El hombre se despojó de su lastre terrenal y se encaminó directamente hacia las puertas del Cielo. Con un gesto le indicaron que dejara el portafolio en el umbral.
El Ángel Portero le preguntó:
-¿Qué hiciste de tu vida?...
-Tengo... tuve varias propiedades. Piso con vistas al río, un apartamento precioso, un local comercial con vivienda arriba, un chalet con piscina, etc.
-¿Qué hiciste de tu vida? -repitió el Ángel.
La flamante alma se sorprendió. Quizá los bienes inmuebles no se tenían en cuenta, pensó algo amoscado.
-Cuenta corriente en bancos, caja de caudales. Tengo... tenía una fabriquita -siempre le había gustado llamar a su empresa “fabriquita”- de unos setenta empleados entre obreros, oficinistas, corredores y personal de custodia.
Casi agrega “Nada del otro mundo”, pero se dio cuenta de que estaba en el otro mundo...
-¿Qué hiciste de tu vida? -insistió el Portero Celestial.
El alma del ejecutivo se movió inquieta. Lo que más echaba de menos era el portafolio. Cuando se despojó de él, se sintió desnudo. Y, definitivamente, muerto.
-Soy... era socio de un club de golf y de otro de equitación, muy exclusivo. Justamente gracias a ese maldito accidente, perdón, se me escapó; es que estoy en tu presencia...
-¿Qué hiciste de tu vida?...
El Ejecutivo pensó si no se había equivocado de rumbo y en vez de en el Paraíso estaría en otra galaxia.
-Me casé y tuve cinco hijos.
-¿Qué hiciste...? -Comenzó el Portero y el otro se apresuró.
-A todos les di estudio. A los varones los saqué derechos y a las mujeres las casé con excelentes partidos. Todos bien encaminados, gracias a Dios y a mis esfuerzos, continuarán con la firma, darán lustre al apellido.
-¿Qué...?
El Ejecutivo se estremeció. ¡Si pudiera aferrarse a su bien amado portafolios!... ¡Eso lo haría sentirse seguro y no como ahora, parado en el aire!...
-A mi esposa nunca le hice faltar nada: creaciones de modistas famosos, pieles, joyas, viajes. Todos los caprichos...
Los ojos del Ángel se nublaron como un cielo torrentoso. Los nimbos pasaban no sólo por sus pupilas sino por todo el rostro.
-Entendámonos de una buena vez: ¿qué hiciste con tus manos?

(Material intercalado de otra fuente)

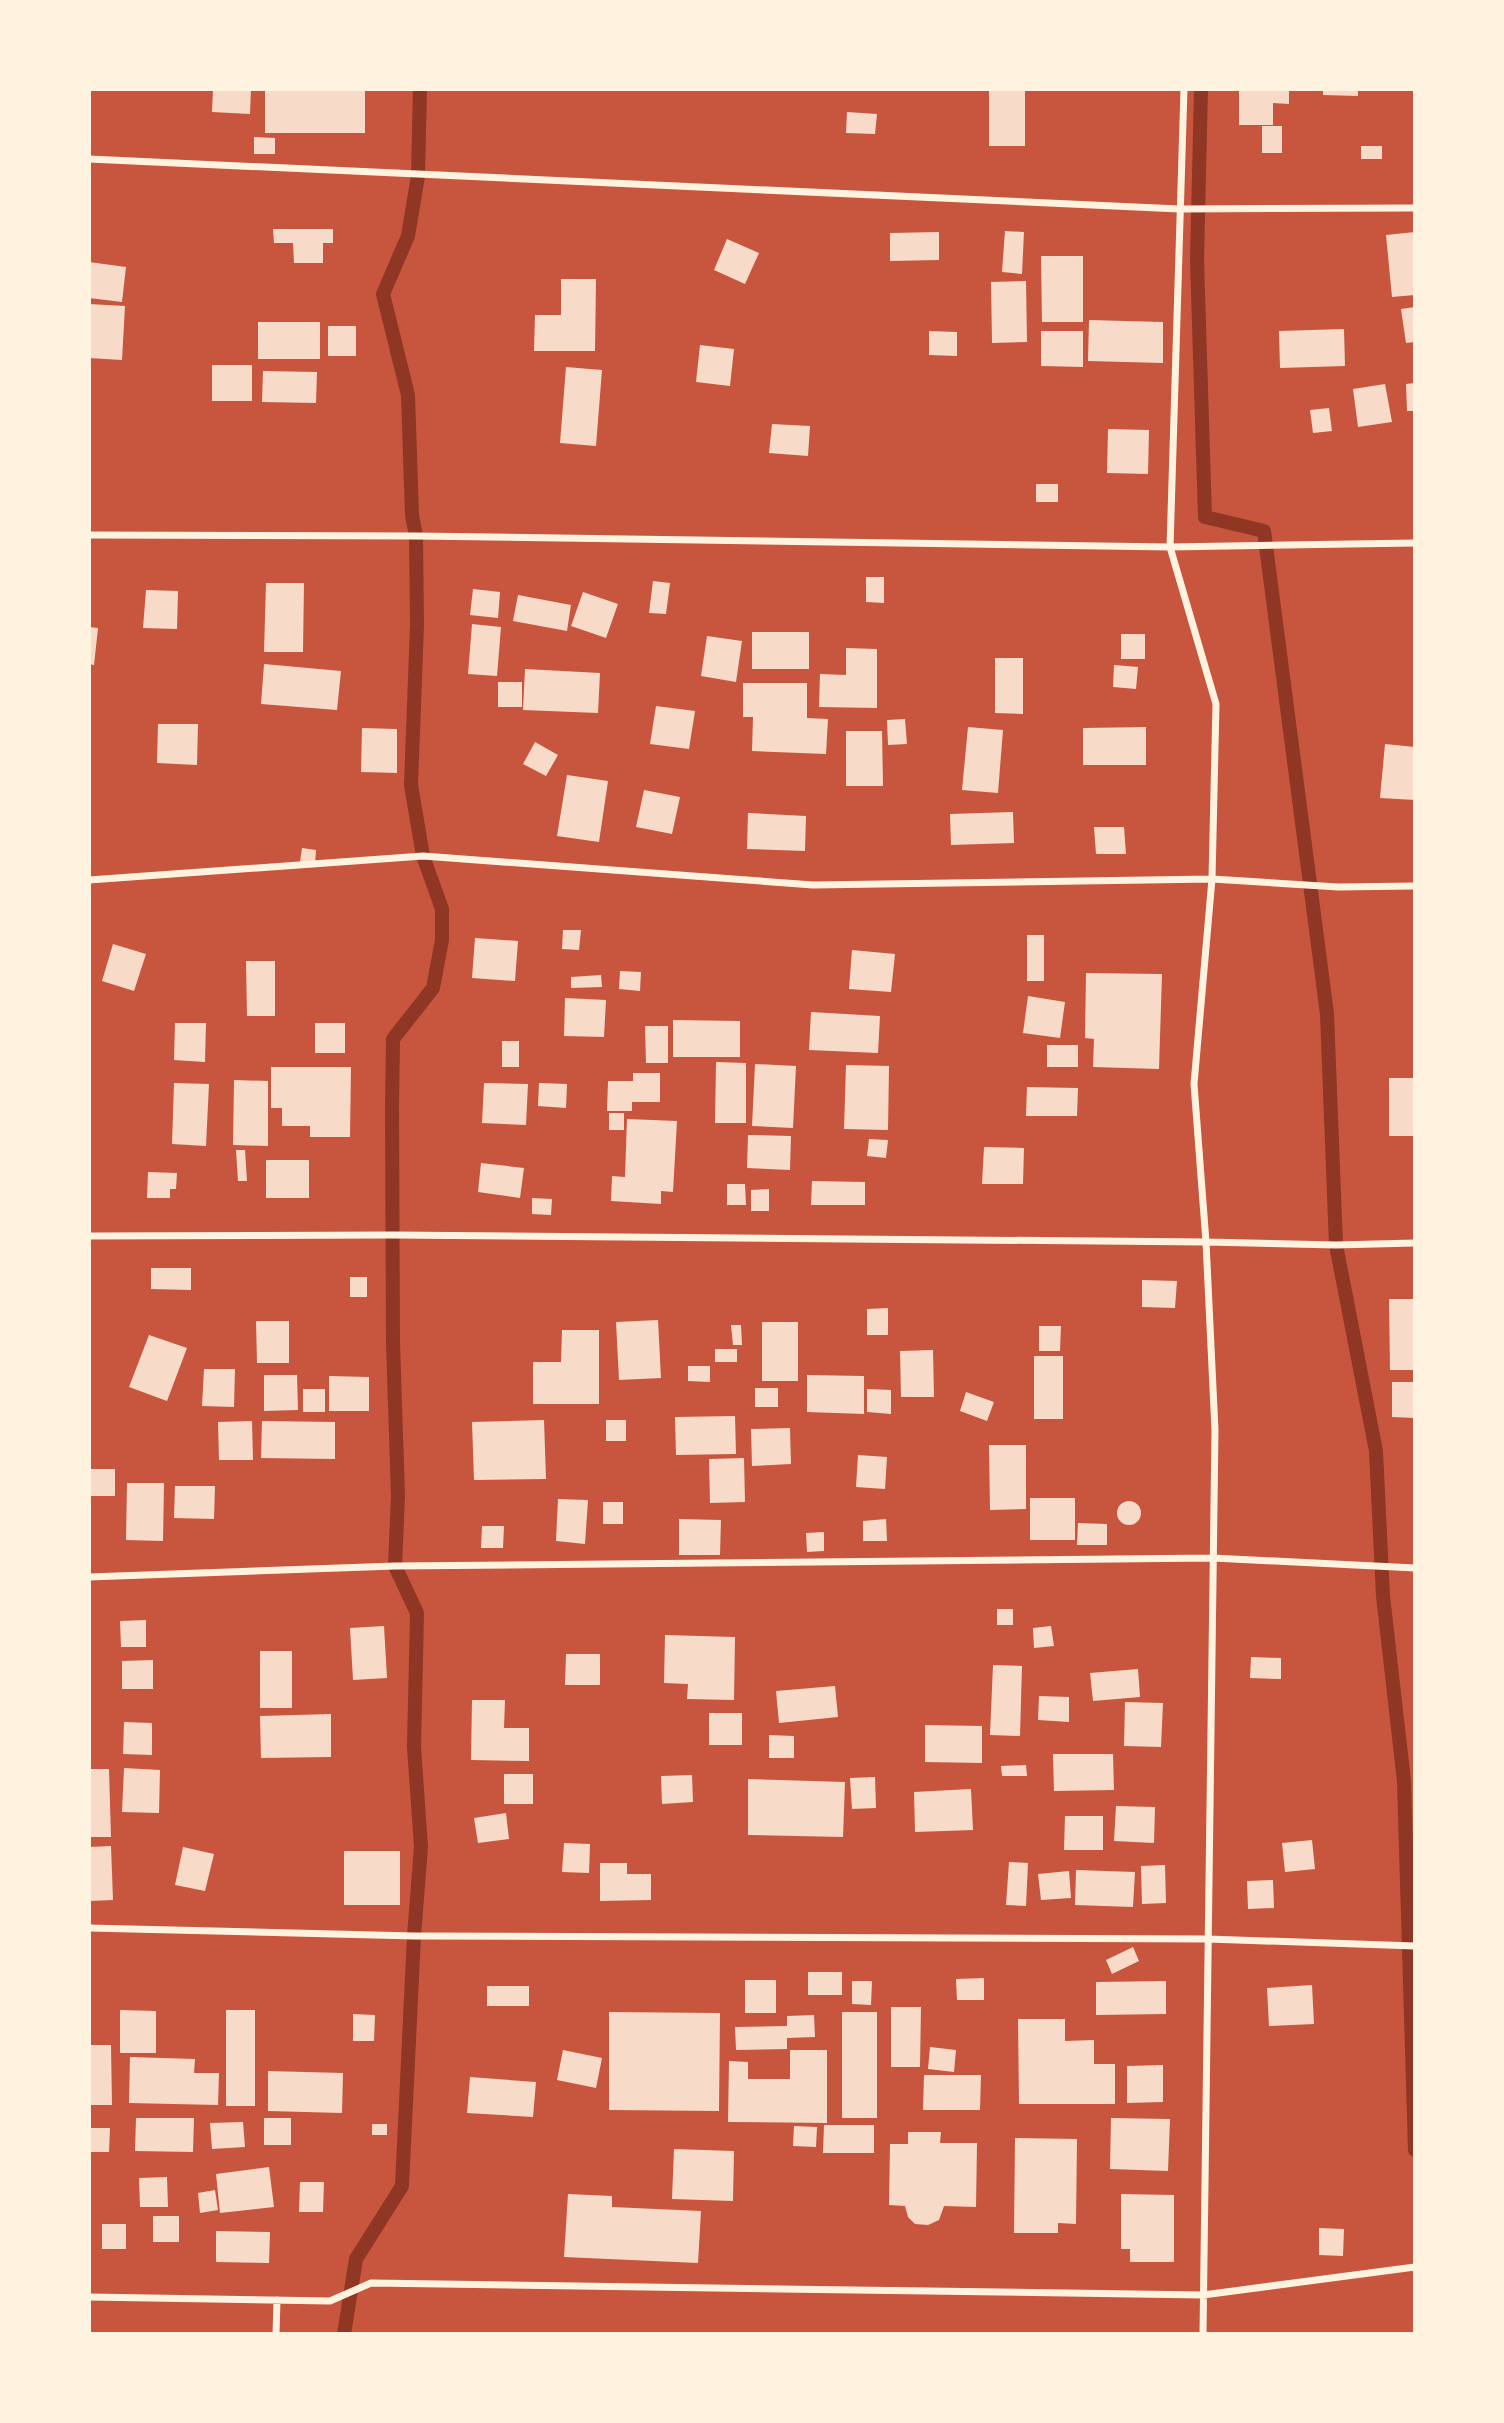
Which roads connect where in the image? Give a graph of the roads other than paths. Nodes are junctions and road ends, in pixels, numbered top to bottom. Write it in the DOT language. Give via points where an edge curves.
graph roads {
  1 [pos="1184,89"];
  2 [pos="89,159"];
  3 [pos="1179,208"];
  4 [pos="1415,208"];
  5 [pos="89,535"];
  6 [pos="1415,544"];
  7 [pos="1170,547"];
  8 [pos="1212,879"];
  9 [pos="89,880"];
  10 [pos="1415,886"];
  11 [pos="89,1236"];
  12 [pos="1206,1242"];
  13 [pos="1415,1243"];
  14 [pos="1213,1558"];
  15 [pos="1415,1568"];
  16 [pos="89,1577"];
  17 [pos="89,1928"];
  18 [pos="1208,1939"];
  19 [pos="1415,1945"];
  20 [pos="1415,2267"];
  21 [pos="1203,2295"];
  22 [pos="89,2297"];
  23 [pos="277,2300"];
  24 [pos="276,2334"];
  25 [pos="1203,2334"];
  1 -- 3 [label="street"];
  2 -- 3 [label="street"];
  3 -- 4 [label="street"];
  3 -- 7 [label="street"];
  5 -- 7 [label="street"];
  6 -- 7 [label="street"];
  7 -- 8 [label="street" via="1216,704"];
  8 -- 9 [label="street" via="813,885 423,856"];
  8 -- 10 [label="street" via="1338,887"];
  8 -- 12 [label="street" via="1194,1084"];
  11 -- 12 [label="street"];
  12 -- 13 [label="street"];
  12 -- 14 [label="street" via="1215,1430"];
  14 -- 15 [label="street"];
  14 -- 16 [label="street" via="395,1566"];
  14 -- 18 [label="street"];
  17 -- 18 [label="street" via="414,1936"];
  18 -- 19 [label="street"];
  18 -- 21 [label="street"];
  20 -- 21 [label="street"];
  21 -- 23 [label="street" via="371,2283 330,2301"];
  21 -- 25 [label="street"];
  22 -- 23 [label="street"];
  23 -- 24 [label="street"];
}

-¿Con mis manos...? -el hombre se miró las manos como si las viera por primera vez. Después sonrió. Ahora se daba cuenta de qué quería averiguar el Ángel-. ¡Amasé una fortuna con mis propias manos!... Empecé desde abajo, golpeando el hierro, puliendo el metal, trabajando la madera...
-¿Qué más?
-Golpeé, martillé, serruché, limé, tallé -se sentía tan cansado como si todas las labores las estuviera haciendo allí mismo.
-¿Qué más?
-¿Qué más? Saqué cuentas, pagué a los acreedores, manejé autos, máquinas y herramientas. Alguna vez, lo confieso, levanté mi mano contra mis propios hijos, pero siempre por su bien, ¡para enderezarlos desde chicos!...

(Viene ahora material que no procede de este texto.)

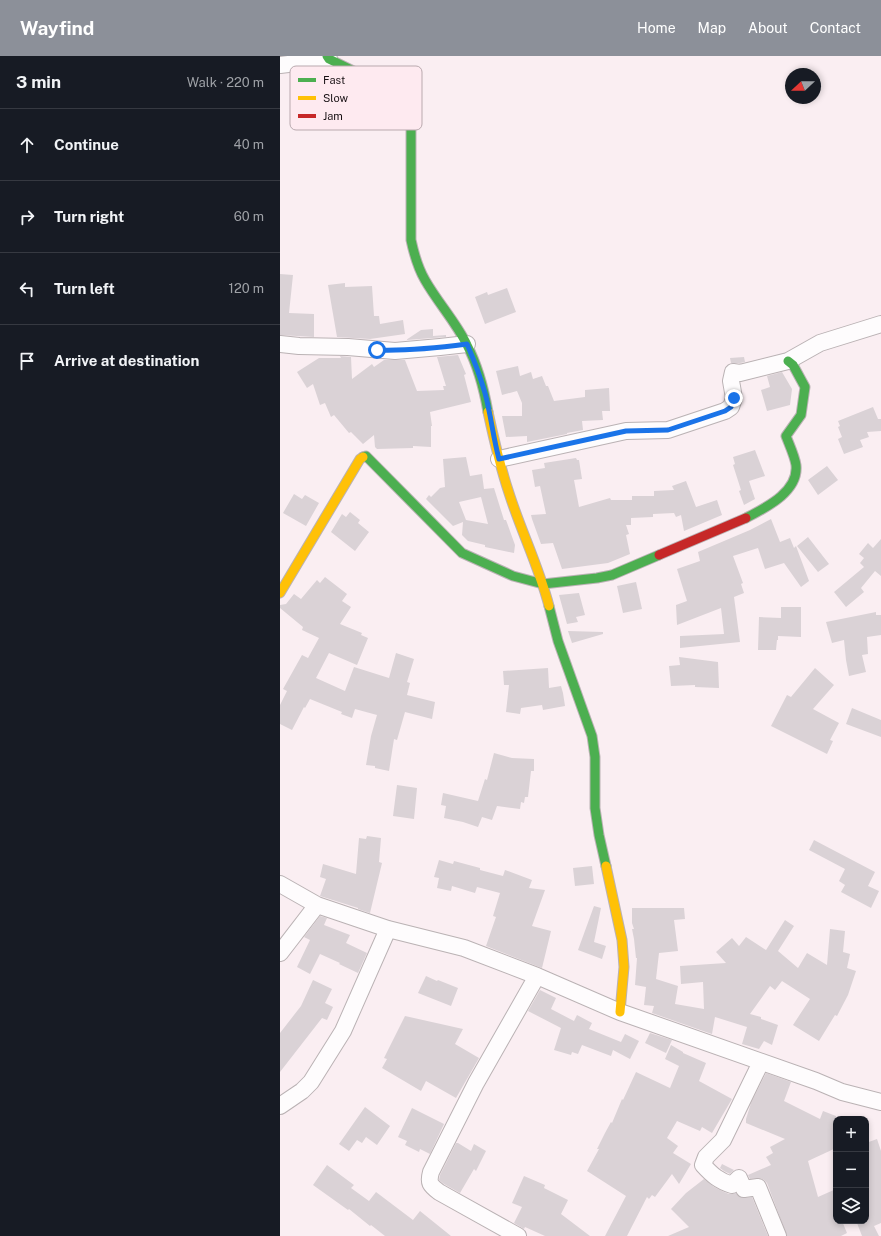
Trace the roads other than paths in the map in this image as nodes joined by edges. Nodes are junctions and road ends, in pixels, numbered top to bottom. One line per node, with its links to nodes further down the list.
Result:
1 (328, 58): 2 (street); 3 (street)
2 (280, 65)
3 (344, 66)
4 (411, 130): 7 (street)
5 (881, 324): 8 (street)
6 (280, 344): 7 (street)
7 (467, 344): 9 (street)
8 (788, 361): 9 (street); 10 (street)
9 (499, 459): 10 (street)
10 (543, 584): 11 (street); 17 (street)
11 (280, 593)
12 (280, 884): 13 (street)
13 (317, 905): 14 (street); 15 (street)
14 (388, 929): 16 (street); 20 (street)
15 (280, 953)
16 (537, 976): 17 (street); 21 (street)
17 (620, 1012): 18 (street)
18 (762, 1062): 19 (street); 22 (street)
19 (881, 1102)
20 (280, 1106)
21 (518, 1236)
22 (778, 1236)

Advirtió que estaba gritando en un lugar donde el silencio era una bendición.
El Ángel hizo un gesto amistoso, el único gesto amistoso desde que empezara el interrogatorio. En el vaivén de ese gesto, él vio un extremo del club exclusivo y su propia caída del caballo, rodeado de curiosos...
-Ese soy yo -dijo infantilmente conmovido.
Otro movimiento y vio a su mujer, elegante en su luto, junto al clan familiar.
-Me parece que lloran... Los chicos también... -Contestó casi alegre, apenas convencido, mientras las propias lágrimas le resbalaban por las traslúcidas mejillas. ¡Lloran por mí!...
-Lloran por todos los besos y caricias que nunca les brindaste en la vida -dijo el Ángel y, con infinita tristeza, mientras el ejecutivo terca e inútilmente saludaba a la inalcanzable imagen, cerró las puertas del Cielo. Al marcharse, le devolvieron el portafolio.